Miami Heat fans are a fragile bunch at the moment, much like the team itself. Twitter arguments are erupting. Families are fighting families. It's all because midway through this wobbly season, so many questions remain for a Heat team that most observers figured would be on a roll by now. Instead, the Heat suffered through another uneven weekend, squeaking past the Denver Nuggets before getting demolished by the Oklahoma City Thunder.
If the Heat wants any chance at a playoff run, the team has some decisions to make in the next six months. Some of those calls could come sooner rather than later. Here are the biggest questions:
Farewell to Birdman?
One option the team is surely considering is unloading expiring contracts such as Chris Andersen and Luol Deng for players who are locked up in the future. That could help stabilize the team in the short term.
But getting rid of those contracts now would also mean much less flexibility during the free-agent period next offseason.
Should the team unload Whiteside now?
There's no question that Hassan Whiteside is the most talented young player on this roster, and he's still contributing big time — though sporadically.

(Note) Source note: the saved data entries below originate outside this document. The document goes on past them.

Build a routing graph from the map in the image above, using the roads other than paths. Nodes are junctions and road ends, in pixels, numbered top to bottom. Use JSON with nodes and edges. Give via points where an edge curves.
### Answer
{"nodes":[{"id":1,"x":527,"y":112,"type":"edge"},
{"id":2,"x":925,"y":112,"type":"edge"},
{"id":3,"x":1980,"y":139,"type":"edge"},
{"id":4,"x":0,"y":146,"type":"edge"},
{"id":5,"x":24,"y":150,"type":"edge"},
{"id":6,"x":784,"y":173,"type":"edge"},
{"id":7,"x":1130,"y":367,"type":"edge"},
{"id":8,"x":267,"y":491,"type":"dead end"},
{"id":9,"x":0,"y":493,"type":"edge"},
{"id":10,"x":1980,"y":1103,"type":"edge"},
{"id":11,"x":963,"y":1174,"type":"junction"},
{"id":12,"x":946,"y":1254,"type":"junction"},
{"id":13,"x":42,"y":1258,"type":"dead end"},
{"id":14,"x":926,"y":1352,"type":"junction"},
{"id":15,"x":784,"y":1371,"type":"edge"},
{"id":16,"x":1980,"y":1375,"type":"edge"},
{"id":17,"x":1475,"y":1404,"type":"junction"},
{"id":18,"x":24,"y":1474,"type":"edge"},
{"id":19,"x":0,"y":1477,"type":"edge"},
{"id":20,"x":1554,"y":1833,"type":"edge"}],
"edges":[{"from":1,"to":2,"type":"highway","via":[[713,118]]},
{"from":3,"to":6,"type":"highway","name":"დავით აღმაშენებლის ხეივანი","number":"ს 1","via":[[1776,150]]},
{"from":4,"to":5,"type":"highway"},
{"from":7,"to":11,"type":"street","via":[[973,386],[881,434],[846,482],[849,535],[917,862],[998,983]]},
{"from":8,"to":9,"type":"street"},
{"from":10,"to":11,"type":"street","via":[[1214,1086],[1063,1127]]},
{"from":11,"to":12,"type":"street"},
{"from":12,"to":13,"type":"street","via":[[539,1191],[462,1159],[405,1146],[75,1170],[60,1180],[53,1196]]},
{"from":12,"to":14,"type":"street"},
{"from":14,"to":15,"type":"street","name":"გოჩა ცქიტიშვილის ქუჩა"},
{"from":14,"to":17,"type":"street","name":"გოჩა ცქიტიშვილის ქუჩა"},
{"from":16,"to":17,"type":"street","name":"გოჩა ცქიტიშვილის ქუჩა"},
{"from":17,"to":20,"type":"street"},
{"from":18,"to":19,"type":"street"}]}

On Friday, his triple-double was key to the comeback win over the Nuggets.
But the question is, how much money will Whiteside command on the open market this summer? Will the team be willing and able to pay to keep the diamond it found in the rough? If not, there's a valid argument for trading the volatile center while his stock is high.
Is it time to bail on Dragic?
The Heat has already invested heavily in its Slovenian point guard. The team traded two first-round picks to get him and has committed $85 million to keep him.
But he's about to turn 30 and has already had difficulty staying on the court. If there's a taker for his contract, would the Heat consider hitting the reset/eject button at point guard?
Are we wasting the last days of Dwyane Wade?
As Ethan Skolnick pointed out this past weekend, Wade is having a great year — he's on pace for his most games since 2008 and is on track for one of the best statistical seasons for a guard his age. Yet that hasn't been enough to elevate this team above mediocrity.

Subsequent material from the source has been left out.